I live in an ecclesial world that rightly touts the Reformation doctrine of Sola Scriptura (Scripture alone!). I have grown up in this tradition (after my early years in a tradition that held to Scriptura et Magisterium). A lot of ink and spiritual sweat has been spilled over clarifying the fact that for the believer in Jesus Christ, the Scriptures alone as breathed out by God are the final authority for faith and practice (I sometimes refer to that as Scriptura Ultima). As I understand it, this doctrine doesn't snub the fact that truth can be presented via common grace in other earthly texts. And insomuch as they accord with the Sacred Writ, they are true statements. The Scriptures are the final arbiter of all other writings.

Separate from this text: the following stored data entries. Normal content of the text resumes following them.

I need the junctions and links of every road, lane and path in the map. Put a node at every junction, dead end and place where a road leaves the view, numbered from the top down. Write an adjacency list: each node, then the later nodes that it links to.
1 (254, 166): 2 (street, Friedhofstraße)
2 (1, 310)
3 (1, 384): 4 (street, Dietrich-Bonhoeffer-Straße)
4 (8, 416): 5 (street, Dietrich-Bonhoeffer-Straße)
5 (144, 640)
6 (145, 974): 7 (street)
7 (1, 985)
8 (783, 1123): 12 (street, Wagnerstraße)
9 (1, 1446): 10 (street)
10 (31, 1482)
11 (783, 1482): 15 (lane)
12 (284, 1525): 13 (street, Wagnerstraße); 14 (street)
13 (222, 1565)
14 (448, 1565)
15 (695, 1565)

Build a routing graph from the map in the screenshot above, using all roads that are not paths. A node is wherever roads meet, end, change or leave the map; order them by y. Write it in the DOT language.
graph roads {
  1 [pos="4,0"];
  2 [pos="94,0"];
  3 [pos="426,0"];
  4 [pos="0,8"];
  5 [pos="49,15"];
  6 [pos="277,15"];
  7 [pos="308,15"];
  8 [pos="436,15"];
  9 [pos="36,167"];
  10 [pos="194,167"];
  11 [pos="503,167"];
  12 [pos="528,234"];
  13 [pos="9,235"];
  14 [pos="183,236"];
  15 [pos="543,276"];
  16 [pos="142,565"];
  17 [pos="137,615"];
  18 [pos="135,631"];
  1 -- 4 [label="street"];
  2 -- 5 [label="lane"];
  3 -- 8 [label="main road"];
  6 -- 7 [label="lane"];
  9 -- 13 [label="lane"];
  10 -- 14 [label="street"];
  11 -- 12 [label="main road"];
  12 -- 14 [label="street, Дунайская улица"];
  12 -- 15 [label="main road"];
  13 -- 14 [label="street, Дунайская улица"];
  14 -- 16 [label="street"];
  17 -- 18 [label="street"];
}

Not too many card-carrying evangelical Christians have a hard time disagreeing w/ the above understated formulation. Nevertheless, in the day-to-day life of the Church, I sense perhaps an all too often tendency to take Scriptura Ultima in a literal chronological sense. That is, we read and are heavily influenced by the voices, authorities, and texts of our culture (NY Times, Bono, Oprah, the Academy...you name it) first. Then (!), we run the noise through our evango-high def sola scriptura. No doubt, this isn't as mechanical as I'm making it to sound. I am asking: is our reality that we literally sometimes listen to the Word of God last (or finally, ultimately)?

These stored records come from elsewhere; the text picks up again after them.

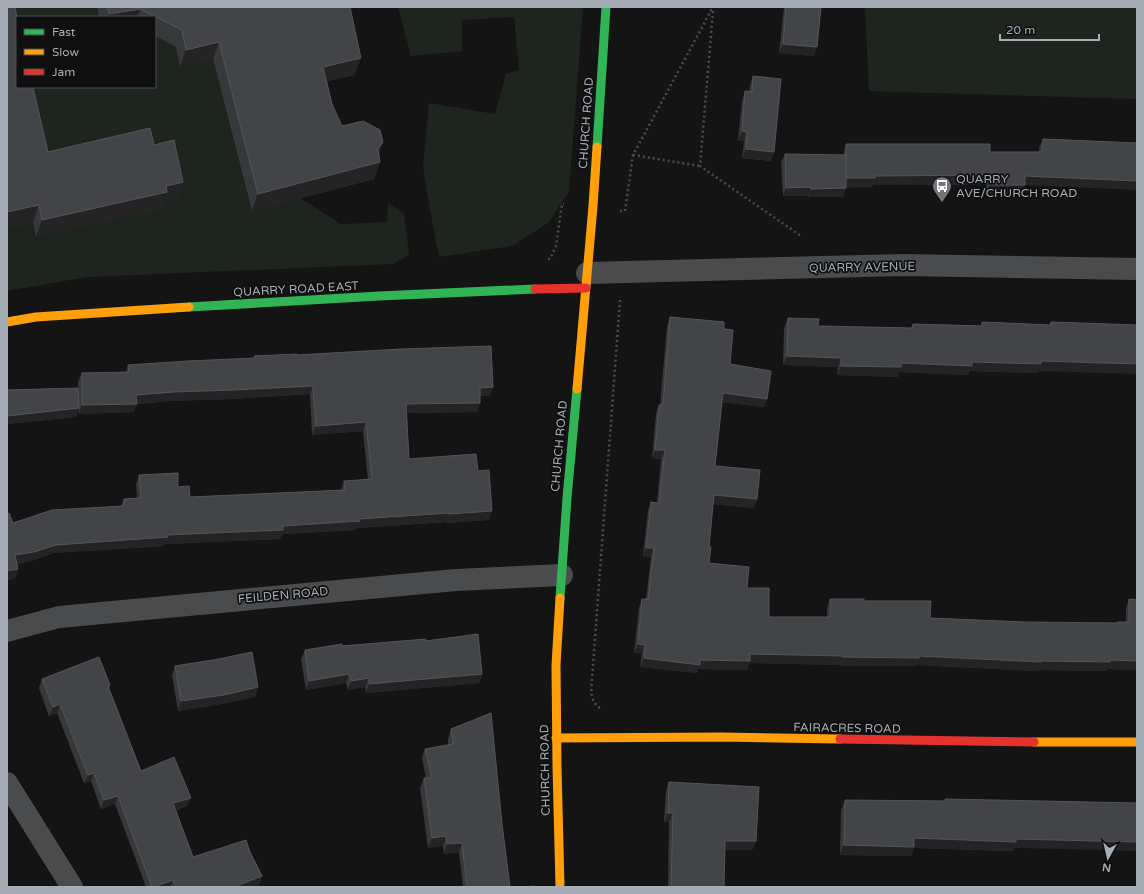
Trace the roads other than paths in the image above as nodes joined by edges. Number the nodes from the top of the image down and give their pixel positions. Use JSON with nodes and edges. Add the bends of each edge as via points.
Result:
{"nodes":[{"id":1,"x":606,"y":7,"type":"edge"},
{"id":2,"x":1137,"y":269,"type":"edge"},
{"id":3,"x":587,"y":281,"type":"junction"},
{"id":4,"x":7,"y":322,"type":"edge"},
{"id":5,"x":562,"y":574,"type":"junction"},
{"id":6,"x":7,"y":631,"type":"edge"},
{"id":7,"x":556,"y":738,"type":"junction"},
{"id":8,"x":1137,"y":742,"type":"edge"},
{"id":9,"x":7,"y":783,"type":"edge"},
{"id":10,"x":72,"y":887,"type":"edge"},
{"id":11,"x":560,"y":887,"type":"edge"}],
"edges":[{"from":1,"to":3,"type":"street","name":"CHURCH ROAD"},
{"from":2,"to":3,"type":"street","name":"QUARRY AVENUE","via":[[902,265]]},
{"from":3,"to":4,"type":"street","name":"QUARRY ROAD EAST","via":[[513,289],[36,317]]},
{"from":3,"to":5,"type":"street","name":"CHURCH ROAD"},
{"from":5,"to":6,"type":"street","name":"FEILDEN ROAD","via":[[456,580],[59,616]]},
{"from":5,"to":7,"type":"street","name":"CHURCH ROAD","via":[[556,665]]},
{"from":7,"to":8,"type":"street","name":"FAIRACRES ROAD","via":[[722,737]]},
{"from":7,"to":11,"type":"street","name":"CHURCH ROAD"},
{"from":9,"to":10,"type":"street"}]}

I guess I am proposing a practical and daily return (yea, application) to the Scriptures not just as our final court of appeal but as our first consideration.

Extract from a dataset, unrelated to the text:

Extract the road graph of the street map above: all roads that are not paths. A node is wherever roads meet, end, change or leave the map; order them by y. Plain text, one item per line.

The problem with evangelical sola scriptura in the life of the church is that it often makes the Bible the last consideration (almost like throwing a bone at God). Maybe I'm proposing that embedded in this great historic doctrine is Scriptura Principium. The definition would then be that Scripture is our first and final authority in faith and practice. This allows for common grace and culture "conversations" in between, but it properly keeps the front and back doors of the Gospel well-protected.